---------- Input for this task
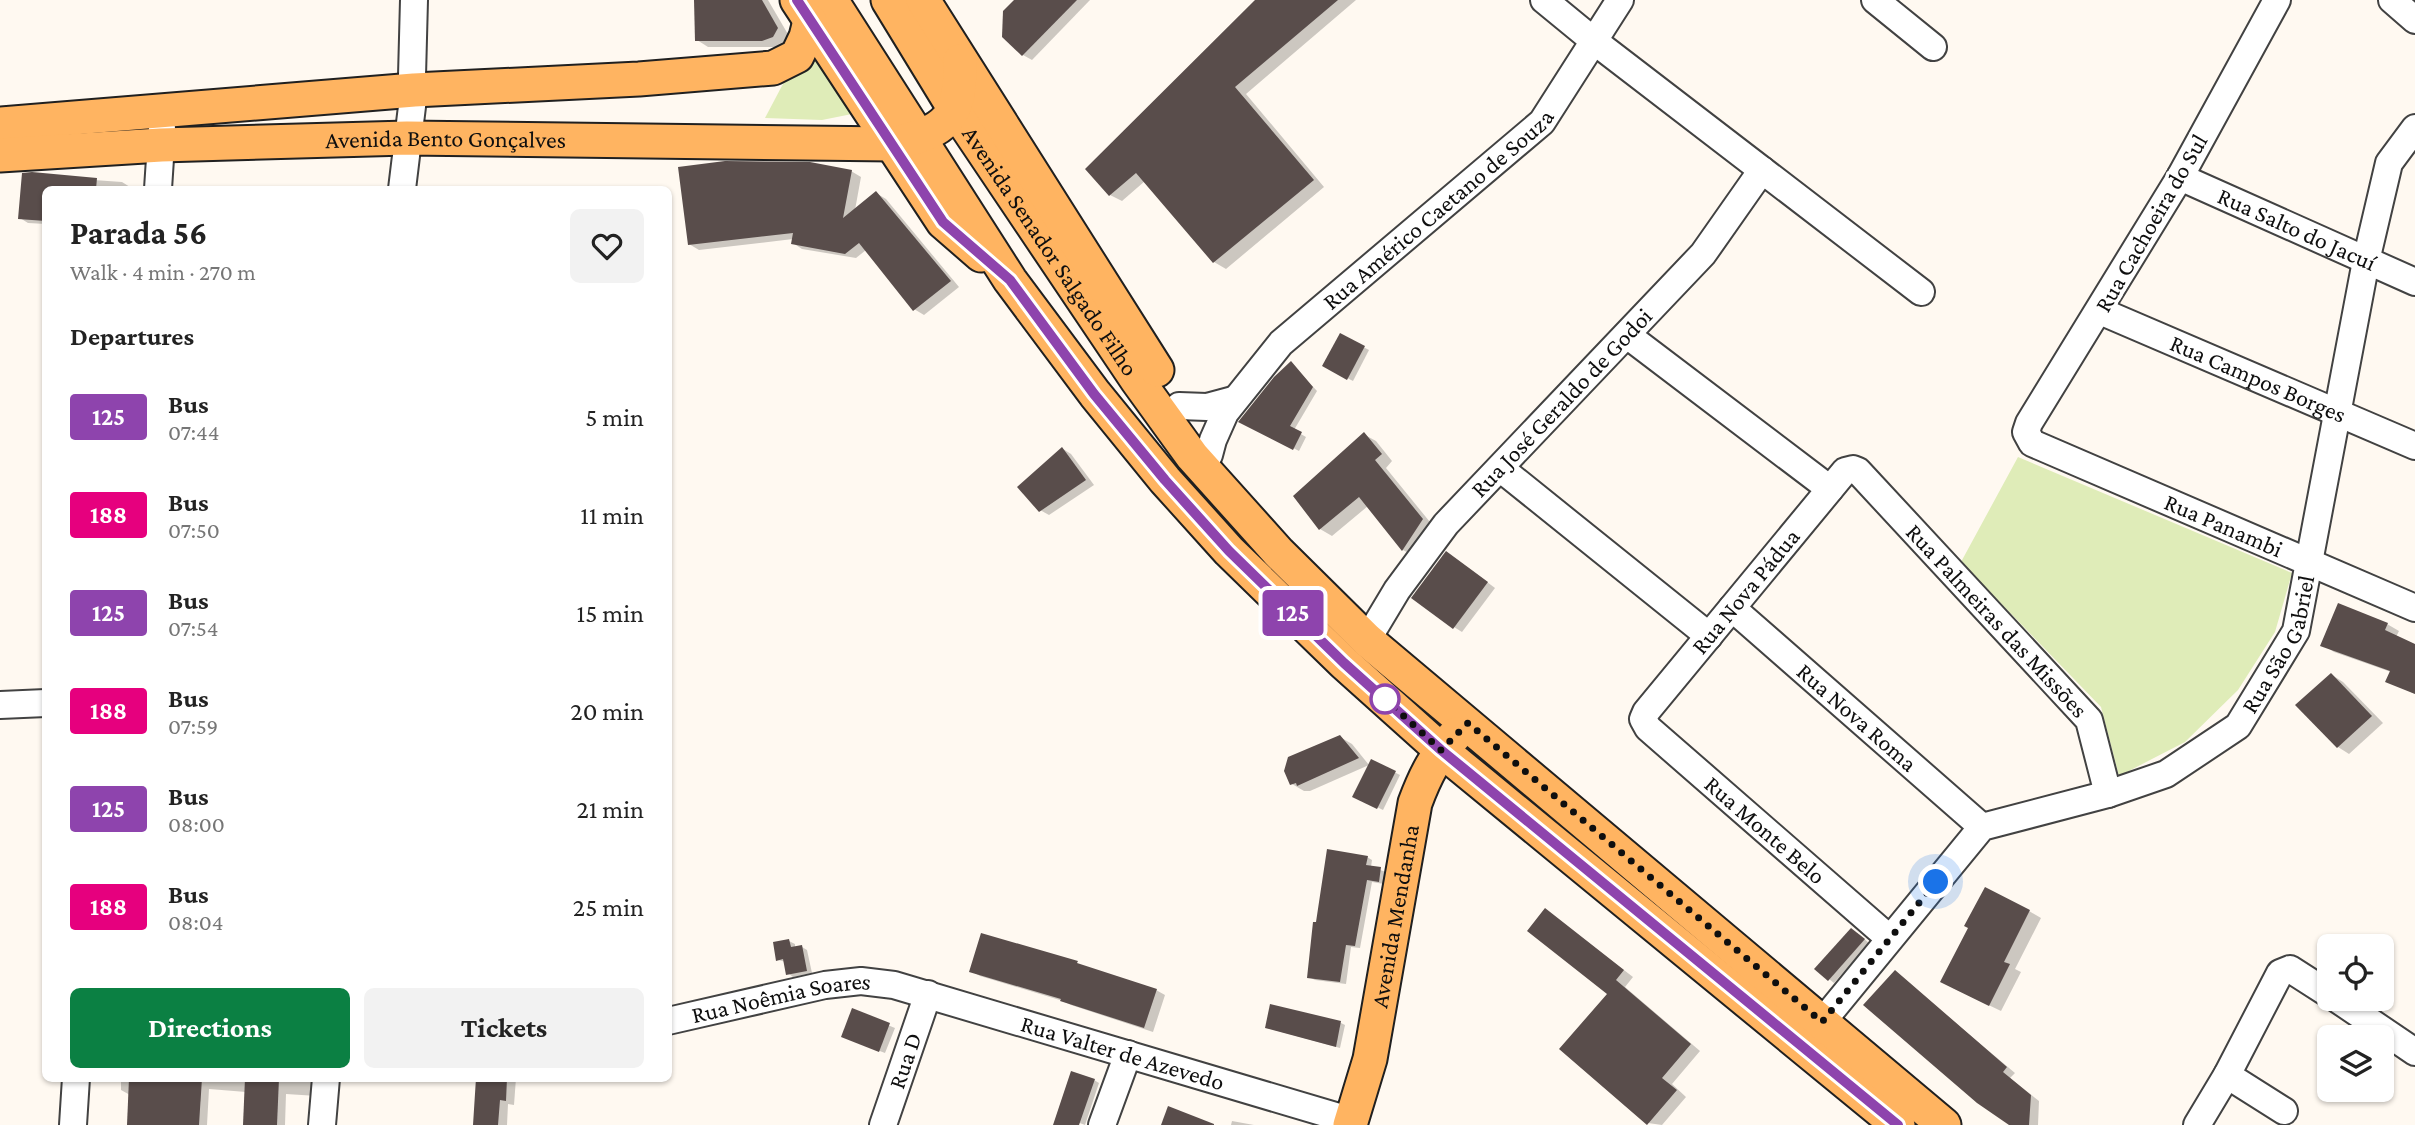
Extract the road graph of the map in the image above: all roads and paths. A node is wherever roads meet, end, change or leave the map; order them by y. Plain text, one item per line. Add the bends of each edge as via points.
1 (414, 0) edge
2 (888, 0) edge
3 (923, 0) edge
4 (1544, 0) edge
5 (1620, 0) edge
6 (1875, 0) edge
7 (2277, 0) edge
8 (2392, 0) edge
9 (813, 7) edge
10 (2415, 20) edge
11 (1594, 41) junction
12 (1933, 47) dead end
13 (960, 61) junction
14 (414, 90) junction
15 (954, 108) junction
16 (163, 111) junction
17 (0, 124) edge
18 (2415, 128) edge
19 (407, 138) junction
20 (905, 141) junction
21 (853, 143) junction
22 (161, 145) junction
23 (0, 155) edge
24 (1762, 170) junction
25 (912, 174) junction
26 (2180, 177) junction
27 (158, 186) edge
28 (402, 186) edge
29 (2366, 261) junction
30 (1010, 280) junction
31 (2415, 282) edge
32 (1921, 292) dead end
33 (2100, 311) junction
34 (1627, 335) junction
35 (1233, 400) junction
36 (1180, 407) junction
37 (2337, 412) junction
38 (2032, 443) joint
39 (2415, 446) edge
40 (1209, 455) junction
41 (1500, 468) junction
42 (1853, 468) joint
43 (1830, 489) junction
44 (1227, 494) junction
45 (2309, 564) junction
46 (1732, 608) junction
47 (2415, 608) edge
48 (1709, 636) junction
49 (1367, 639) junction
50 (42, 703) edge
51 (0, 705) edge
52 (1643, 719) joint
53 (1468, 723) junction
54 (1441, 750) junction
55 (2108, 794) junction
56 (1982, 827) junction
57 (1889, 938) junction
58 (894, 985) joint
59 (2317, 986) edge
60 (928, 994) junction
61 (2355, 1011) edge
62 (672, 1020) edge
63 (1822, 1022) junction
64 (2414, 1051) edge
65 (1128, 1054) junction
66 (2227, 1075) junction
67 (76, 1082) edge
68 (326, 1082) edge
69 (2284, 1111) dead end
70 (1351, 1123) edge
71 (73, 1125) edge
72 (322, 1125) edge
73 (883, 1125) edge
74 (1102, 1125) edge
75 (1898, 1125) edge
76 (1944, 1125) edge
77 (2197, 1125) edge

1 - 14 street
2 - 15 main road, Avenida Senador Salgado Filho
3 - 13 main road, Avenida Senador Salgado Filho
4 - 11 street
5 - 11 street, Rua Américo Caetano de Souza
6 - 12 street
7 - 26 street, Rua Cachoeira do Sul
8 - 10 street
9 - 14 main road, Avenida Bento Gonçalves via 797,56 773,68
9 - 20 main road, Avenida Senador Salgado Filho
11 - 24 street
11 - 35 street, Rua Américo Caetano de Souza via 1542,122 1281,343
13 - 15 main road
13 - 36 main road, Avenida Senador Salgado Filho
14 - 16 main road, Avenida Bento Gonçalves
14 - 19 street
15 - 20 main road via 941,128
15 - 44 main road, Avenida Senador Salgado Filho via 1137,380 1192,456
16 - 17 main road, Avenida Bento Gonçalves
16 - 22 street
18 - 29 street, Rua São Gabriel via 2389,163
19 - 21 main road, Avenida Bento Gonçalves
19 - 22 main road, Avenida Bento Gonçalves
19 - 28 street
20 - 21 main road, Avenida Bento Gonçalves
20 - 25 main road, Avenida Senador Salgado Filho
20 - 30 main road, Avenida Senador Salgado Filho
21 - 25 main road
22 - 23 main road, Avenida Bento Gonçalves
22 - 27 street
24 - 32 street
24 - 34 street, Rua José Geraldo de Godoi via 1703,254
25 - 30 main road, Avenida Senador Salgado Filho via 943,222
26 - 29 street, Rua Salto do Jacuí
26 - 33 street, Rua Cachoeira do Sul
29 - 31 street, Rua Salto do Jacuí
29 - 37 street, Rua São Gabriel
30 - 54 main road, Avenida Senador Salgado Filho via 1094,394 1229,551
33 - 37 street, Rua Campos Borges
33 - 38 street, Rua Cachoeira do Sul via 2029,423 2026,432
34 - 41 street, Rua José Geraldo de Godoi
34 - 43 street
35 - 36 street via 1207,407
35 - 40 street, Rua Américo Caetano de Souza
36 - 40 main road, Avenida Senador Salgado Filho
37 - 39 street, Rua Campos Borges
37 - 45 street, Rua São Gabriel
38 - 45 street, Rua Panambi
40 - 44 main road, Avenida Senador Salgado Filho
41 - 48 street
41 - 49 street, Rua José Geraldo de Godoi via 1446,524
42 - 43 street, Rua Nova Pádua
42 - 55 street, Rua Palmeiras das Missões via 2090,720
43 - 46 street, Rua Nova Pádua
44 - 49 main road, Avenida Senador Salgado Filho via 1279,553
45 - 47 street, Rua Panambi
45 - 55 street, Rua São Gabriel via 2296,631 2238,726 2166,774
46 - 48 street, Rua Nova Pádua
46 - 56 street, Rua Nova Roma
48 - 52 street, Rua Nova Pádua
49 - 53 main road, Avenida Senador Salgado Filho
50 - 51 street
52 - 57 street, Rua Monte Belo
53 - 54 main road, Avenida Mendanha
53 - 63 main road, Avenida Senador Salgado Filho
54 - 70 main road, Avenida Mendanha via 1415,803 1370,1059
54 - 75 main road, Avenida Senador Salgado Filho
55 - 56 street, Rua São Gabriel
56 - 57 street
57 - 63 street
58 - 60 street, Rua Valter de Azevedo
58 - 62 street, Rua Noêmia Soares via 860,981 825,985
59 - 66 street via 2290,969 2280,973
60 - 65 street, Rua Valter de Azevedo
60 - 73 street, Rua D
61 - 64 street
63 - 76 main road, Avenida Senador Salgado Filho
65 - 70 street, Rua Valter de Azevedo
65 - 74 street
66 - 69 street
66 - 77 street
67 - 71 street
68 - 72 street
--------------------
> _Goal of the exercise_:
Every line that contains the string "Valter" should be copied from the entries.

> _Solution to the exercise_:
58 - 60 street, Rua Valter de Azevedo
60 - 65 street, Rua Valter de Azevedo
65 - 70 street, Rua Valter de Azevedo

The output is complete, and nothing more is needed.